Recovery Algorithm

Classifications

Storage Types: Volatile Storage (DRAM/SRAM) => Non-volatile Storage (HDD, SSD, NVM) => Stable Storage (multiple storage devices)
Failure Types: Transaction / System / Storage Media
- Transaction Errors: Logical errors / Internal State Errors
- System Errors: Software (Exceptions, e.g., divide by zero) / hardware (Power down)
- Fail-Stop Assumption: Non-volatile Storage will not be corrupted
- Storage Media Failure: Game Over! WTF

Procedures (Buffer Pool):
1. Copy target record into memory
2. Perform the writes in memory
3. Write Dirty records back to disks
Issue: There are two transactions: T1, T2. T1 is still uncommitted but T2 is already committed. At the same time, the dirty records is written back to non-volatile device. T1 needs to roll back.

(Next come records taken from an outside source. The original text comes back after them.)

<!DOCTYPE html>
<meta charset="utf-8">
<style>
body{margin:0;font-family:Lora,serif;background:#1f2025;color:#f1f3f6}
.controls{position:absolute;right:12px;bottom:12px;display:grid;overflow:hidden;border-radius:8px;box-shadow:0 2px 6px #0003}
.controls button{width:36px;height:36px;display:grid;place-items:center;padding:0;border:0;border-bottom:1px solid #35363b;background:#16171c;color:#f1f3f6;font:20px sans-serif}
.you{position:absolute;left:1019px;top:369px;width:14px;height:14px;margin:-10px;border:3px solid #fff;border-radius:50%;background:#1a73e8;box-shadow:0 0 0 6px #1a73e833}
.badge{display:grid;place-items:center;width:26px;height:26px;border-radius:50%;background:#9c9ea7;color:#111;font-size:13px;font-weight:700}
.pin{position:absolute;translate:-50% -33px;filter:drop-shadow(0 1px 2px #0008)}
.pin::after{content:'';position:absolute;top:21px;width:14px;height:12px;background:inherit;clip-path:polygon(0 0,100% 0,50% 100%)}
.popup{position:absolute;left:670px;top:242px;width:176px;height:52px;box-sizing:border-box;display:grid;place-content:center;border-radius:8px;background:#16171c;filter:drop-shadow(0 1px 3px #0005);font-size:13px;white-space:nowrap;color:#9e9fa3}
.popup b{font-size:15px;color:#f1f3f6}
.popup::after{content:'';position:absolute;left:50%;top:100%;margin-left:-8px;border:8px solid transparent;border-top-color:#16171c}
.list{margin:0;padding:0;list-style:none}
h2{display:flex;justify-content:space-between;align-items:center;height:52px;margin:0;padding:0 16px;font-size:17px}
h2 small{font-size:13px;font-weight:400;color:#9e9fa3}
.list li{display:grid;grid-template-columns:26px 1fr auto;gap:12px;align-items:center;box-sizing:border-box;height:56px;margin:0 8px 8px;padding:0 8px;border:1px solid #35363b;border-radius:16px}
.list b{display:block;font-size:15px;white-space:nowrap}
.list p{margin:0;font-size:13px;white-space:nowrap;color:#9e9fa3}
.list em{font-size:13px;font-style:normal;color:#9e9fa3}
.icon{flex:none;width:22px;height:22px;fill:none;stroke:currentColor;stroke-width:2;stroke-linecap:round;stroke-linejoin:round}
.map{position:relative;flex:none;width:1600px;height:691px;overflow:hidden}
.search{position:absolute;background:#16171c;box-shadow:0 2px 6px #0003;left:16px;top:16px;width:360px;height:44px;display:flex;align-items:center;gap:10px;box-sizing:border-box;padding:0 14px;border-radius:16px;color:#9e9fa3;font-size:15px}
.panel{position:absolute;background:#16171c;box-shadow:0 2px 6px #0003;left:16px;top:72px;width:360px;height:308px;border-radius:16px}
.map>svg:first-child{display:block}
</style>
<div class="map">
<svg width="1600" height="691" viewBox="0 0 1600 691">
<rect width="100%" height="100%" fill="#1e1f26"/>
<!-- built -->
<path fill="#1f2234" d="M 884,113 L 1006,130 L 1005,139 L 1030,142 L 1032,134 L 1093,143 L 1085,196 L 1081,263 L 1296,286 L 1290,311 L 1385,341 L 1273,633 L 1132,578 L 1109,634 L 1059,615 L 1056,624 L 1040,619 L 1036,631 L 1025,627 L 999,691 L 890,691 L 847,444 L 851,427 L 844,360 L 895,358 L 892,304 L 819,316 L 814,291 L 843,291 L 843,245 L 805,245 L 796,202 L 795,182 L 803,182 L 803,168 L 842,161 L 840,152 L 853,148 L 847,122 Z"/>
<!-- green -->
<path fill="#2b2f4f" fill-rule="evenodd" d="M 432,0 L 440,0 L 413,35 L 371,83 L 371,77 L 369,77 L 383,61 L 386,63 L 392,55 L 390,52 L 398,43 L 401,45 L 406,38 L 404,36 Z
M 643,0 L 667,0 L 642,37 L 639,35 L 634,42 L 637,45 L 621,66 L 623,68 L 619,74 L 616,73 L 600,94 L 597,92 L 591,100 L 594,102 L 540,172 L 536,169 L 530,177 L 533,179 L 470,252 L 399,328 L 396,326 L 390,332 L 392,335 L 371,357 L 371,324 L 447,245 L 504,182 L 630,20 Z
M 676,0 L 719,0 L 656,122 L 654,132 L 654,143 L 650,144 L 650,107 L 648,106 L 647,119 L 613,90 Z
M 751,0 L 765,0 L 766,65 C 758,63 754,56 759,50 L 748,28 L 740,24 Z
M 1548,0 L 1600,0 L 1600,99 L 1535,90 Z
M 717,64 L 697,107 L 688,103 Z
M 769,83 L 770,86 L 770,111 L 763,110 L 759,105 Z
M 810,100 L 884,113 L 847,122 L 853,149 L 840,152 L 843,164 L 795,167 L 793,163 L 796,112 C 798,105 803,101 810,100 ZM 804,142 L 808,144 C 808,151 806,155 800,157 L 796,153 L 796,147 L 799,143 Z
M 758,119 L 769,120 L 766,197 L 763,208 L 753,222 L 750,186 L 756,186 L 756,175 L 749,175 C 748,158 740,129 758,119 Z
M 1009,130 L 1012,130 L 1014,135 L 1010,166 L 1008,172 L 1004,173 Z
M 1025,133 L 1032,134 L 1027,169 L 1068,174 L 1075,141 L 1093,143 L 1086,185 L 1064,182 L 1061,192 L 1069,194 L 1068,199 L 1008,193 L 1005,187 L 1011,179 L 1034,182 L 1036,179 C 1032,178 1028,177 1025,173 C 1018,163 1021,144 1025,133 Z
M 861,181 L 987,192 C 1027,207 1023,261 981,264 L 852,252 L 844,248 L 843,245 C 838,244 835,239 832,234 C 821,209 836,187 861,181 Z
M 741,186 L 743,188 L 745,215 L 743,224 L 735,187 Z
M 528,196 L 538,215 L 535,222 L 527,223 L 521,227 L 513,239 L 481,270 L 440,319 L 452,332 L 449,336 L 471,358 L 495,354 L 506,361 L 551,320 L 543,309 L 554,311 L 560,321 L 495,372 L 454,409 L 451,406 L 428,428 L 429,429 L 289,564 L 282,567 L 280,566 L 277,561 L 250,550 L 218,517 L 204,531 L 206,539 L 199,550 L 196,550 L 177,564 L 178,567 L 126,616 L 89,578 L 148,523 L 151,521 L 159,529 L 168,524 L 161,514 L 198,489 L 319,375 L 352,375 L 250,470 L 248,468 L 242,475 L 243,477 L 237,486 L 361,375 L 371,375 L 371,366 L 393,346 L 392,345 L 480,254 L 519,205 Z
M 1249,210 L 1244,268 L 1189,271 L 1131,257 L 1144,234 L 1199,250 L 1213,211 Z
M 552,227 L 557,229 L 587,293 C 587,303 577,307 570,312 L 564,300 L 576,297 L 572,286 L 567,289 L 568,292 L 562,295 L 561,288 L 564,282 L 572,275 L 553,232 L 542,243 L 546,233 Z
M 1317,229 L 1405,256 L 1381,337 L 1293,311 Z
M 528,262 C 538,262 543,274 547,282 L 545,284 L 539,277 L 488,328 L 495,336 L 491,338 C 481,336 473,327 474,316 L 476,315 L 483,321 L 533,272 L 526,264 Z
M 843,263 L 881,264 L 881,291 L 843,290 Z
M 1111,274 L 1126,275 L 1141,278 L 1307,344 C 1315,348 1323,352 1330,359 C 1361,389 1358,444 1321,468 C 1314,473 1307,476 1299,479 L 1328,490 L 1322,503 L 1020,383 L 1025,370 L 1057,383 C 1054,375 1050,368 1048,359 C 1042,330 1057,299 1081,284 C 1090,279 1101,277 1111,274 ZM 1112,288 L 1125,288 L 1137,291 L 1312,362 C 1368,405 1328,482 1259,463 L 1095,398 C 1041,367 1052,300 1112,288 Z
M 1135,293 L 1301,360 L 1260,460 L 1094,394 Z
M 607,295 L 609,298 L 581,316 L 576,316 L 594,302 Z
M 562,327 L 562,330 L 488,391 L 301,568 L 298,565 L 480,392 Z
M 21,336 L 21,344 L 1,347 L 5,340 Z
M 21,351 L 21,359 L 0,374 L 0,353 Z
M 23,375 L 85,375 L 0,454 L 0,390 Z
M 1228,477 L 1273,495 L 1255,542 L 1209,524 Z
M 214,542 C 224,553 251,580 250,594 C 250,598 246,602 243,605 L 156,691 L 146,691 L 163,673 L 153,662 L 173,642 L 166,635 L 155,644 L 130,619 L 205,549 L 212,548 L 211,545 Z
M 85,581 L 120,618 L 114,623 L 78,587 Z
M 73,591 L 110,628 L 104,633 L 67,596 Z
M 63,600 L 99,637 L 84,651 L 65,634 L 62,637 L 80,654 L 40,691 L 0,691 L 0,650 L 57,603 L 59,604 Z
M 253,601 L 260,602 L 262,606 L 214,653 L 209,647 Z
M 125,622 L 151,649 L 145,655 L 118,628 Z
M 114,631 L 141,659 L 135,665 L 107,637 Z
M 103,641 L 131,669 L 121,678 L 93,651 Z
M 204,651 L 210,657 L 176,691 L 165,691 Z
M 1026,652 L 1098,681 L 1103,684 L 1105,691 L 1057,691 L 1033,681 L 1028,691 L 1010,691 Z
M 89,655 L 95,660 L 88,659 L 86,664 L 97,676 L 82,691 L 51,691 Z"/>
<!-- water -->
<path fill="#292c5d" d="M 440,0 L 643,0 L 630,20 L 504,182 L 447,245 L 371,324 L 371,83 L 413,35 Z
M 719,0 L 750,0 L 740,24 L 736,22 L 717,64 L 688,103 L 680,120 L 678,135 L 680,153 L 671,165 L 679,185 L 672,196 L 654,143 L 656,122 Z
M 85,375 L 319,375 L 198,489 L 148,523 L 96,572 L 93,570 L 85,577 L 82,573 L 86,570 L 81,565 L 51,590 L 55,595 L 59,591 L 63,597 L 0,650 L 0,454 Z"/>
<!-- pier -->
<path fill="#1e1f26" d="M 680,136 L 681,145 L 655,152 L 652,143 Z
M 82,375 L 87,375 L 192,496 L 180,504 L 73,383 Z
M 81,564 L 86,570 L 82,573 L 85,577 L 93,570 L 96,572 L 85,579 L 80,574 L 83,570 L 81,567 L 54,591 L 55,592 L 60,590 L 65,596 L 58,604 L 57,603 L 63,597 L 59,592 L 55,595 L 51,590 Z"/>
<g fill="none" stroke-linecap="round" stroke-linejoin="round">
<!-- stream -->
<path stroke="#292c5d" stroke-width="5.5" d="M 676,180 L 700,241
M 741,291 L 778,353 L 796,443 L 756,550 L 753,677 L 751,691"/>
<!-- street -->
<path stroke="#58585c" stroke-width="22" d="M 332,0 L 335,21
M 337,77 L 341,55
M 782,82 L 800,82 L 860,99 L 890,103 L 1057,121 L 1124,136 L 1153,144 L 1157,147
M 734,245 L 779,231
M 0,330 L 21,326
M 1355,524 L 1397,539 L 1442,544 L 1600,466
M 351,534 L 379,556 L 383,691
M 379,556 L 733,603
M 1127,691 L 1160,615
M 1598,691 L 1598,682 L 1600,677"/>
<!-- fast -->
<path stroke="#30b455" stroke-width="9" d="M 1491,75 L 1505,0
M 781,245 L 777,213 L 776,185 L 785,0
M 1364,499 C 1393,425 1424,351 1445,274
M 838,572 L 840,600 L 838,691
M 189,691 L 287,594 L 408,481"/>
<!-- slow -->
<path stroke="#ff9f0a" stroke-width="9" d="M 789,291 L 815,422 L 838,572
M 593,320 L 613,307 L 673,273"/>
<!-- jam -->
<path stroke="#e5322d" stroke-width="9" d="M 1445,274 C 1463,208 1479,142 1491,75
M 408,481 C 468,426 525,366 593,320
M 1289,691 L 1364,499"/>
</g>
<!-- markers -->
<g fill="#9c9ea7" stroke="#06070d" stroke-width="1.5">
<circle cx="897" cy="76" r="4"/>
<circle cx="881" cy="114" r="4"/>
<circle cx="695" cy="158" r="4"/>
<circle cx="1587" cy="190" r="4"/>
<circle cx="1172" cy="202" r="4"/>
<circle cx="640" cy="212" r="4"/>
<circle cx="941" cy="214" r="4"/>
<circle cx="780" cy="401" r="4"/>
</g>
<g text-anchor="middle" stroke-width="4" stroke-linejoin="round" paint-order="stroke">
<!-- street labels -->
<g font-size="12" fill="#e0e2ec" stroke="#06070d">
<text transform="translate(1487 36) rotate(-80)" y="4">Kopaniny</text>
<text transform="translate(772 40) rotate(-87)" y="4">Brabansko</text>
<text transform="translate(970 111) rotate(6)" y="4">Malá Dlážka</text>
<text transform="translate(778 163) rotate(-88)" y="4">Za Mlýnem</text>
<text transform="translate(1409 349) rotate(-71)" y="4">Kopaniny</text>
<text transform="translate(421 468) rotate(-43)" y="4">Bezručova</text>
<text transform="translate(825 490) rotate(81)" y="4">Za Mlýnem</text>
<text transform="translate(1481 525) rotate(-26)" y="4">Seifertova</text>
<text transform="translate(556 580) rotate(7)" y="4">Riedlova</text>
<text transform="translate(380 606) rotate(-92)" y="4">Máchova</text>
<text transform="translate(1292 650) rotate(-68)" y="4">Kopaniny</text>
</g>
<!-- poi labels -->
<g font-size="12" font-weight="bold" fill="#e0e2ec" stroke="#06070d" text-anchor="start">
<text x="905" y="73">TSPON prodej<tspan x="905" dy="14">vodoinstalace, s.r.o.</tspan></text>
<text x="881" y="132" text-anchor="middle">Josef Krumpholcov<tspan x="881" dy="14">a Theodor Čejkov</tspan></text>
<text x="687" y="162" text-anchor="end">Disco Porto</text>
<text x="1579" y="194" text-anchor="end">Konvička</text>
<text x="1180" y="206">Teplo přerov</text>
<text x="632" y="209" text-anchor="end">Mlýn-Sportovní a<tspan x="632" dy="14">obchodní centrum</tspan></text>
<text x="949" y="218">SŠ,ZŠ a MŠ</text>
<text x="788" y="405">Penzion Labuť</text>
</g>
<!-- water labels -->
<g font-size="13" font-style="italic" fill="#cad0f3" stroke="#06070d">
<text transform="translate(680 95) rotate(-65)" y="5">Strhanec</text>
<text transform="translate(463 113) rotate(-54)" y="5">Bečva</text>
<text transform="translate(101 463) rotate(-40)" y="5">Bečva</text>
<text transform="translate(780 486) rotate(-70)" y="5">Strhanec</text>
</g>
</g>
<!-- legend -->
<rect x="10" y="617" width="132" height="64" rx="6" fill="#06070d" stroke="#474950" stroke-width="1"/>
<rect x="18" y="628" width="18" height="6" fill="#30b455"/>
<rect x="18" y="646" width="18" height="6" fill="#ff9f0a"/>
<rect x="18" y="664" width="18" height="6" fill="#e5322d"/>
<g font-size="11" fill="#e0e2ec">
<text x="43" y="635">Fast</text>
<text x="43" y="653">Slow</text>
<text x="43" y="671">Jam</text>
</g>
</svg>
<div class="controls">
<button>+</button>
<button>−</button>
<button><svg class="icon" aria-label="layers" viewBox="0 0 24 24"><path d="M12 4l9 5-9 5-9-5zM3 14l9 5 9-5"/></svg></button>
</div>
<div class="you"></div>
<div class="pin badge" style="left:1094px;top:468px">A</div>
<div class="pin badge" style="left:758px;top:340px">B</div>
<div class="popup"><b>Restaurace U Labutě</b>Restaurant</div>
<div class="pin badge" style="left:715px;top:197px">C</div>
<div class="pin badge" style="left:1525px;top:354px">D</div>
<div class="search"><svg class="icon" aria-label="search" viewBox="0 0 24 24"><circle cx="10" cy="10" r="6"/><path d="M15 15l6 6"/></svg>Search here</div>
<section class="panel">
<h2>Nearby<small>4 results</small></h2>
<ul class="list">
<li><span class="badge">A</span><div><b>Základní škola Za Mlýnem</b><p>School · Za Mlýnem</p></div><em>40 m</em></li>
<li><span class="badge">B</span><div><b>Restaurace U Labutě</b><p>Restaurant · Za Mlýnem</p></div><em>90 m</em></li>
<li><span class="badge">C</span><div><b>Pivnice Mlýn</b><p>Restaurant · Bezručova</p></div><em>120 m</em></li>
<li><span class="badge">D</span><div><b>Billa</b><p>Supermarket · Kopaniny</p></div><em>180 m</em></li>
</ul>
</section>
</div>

What’s happened?
- Steal + Force:
  1. Never have to undo changes of an aborted TX because the changes were not written to disk
  2. Never have to redo changes of a committed TX because all the changes are guaranteed to be written to disk at commit time

Automatically switch roles between master and shadow
Undo: Remove the shadow pages, switch to the master
Cons:
1. Copying the entire page table is expensive (a index structure like B+Tree, Path copying)
2. Commit Overhead is high

Format <Tid, Object Id, Previous Value, Current Value> (Undo + Redo)
Trade-off:
1. When should we write log entries to disk?
2. When should we write dirty records to disk?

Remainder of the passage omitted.